Our inquiries taught us many things have to be done. We must throw a protective ring around the tiger, not by deploying more armed forces but carefully improving internal management and scrutiny so that defences will not fail. We have to break wildlife crime, by building investigative and forensic capacities; most of all, we have to amend the criminal provisions of the Wildlife (Protection) Act, 1972, so that the poacher can actually be convicted.
But all this is half the work. In the past 30 years of conservation, we have never really discussed what has to be done about the people that share the tiger's home. Most reports or policies for wildlife conservation talk notionally about them; they either fail to mention their existence or dismiss it as an aside.

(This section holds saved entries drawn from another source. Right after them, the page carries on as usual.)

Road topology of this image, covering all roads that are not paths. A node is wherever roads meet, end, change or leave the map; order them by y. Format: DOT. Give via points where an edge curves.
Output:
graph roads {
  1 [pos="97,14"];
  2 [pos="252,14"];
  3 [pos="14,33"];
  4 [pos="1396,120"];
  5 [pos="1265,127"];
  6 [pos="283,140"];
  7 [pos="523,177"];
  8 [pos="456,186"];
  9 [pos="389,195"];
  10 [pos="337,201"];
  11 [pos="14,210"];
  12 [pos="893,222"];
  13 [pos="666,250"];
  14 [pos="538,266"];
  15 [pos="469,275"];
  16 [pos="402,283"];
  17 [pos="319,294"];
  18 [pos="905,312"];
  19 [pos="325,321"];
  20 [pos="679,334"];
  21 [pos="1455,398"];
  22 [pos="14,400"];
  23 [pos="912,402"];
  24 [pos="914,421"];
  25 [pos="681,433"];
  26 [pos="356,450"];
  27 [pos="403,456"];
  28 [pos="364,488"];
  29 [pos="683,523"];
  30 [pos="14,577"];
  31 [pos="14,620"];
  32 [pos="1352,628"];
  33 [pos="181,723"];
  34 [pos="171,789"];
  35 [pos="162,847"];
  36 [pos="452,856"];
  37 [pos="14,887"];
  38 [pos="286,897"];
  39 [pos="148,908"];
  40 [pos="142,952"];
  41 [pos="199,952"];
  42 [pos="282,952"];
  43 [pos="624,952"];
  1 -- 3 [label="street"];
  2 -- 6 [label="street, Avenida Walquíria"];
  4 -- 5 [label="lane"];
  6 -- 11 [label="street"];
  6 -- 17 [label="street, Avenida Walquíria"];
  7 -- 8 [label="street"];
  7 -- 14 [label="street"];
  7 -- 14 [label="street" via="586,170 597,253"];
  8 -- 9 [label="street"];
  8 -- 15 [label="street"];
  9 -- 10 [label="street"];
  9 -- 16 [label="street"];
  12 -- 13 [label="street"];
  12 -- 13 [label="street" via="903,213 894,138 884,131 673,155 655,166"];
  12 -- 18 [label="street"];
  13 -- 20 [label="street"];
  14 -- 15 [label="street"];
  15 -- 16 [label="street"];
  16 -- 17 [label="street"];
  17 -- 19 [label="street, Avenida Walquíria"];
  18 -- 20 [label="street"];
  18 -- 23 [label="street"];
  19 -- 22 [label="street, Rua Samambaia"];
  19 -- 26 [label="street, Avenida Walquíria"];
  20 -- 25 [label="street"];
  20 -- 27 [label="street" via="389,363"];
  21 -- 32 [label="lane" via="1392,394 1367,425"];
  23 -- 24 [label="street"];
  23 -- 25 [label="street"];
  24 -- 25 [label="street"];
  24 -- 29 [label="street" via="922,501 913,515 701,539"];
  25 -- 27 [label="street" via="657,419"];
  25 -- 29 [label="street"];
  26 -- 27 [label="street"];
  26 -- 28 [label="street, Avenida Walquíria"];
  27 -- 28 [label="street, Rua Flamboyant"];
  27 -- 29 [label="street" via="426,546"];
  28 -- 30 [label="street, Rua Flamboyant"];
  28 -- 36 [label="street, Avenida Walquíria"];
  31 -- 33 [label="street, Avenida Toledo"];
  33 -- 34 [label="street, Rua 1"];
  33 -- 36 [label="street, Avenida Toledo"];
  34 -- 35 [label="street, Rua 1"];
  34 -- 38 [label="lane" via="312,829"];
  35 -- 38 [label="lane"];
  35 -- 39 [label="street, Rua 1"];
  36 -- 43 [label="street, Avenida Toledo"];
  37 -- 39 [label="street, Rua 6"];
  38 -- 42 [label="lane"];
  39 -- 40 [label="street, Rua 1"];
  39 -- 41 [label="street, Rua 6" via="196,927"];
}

The people who protect the tiger believe people and tigers cannot coexist. This logjam -- tigers versus people, or for people -- had to be resolved. It was not about polemics, but the reality of winning the war of conservation. We sought answers. How many people lived in the reserves? How many were relocated? How much land was needed for relocation? How much money? Nobody knew.
We sought replies. We learnt only 80 villages had been relocated from the country's 28 tiger reserves till date; a minimum 1,500 are still inside. Relocation was fraught. Many of the relocated had returned, or turned against the park. The law provided rights of people had to be settled before a protected area could be notified. In other words, people should have been resettled or compensated before protection began. But this was not done. Relocation did not happen. People continued to live within reserves, where conservation imperatives became hasher. They needed resources. Extraction continued, illegally and unsustainably. The conflict between people and park authorities grew. Here was a deadly stalemate for conservation.
So it is that we learnt, and have espoused, that there will have to be an Indian way of conservation. Even as we secure inviolate areas for the tiger by relocating people, we will have to accept not everybody can be relocated. We will have to practice coexistence -- sharing benefits of conservation to gain reciprocal protection. It is here we will have to learn managing multiple and competing needs without compromising the protection needed to secure the tiger's future. We know it is not easy. But it will have to be done.
The protection of the tiger needs inclusive conservation. It is clear to me the issue of protecting the tiger cannot happen unless there is scope for dialogue, unless the process becomes much more inclusive. It is time to put a stop to distrust, and slander. It is time to hear a multiplicity of voices, to converse, and continue to converse. Only then, can the tiger roam.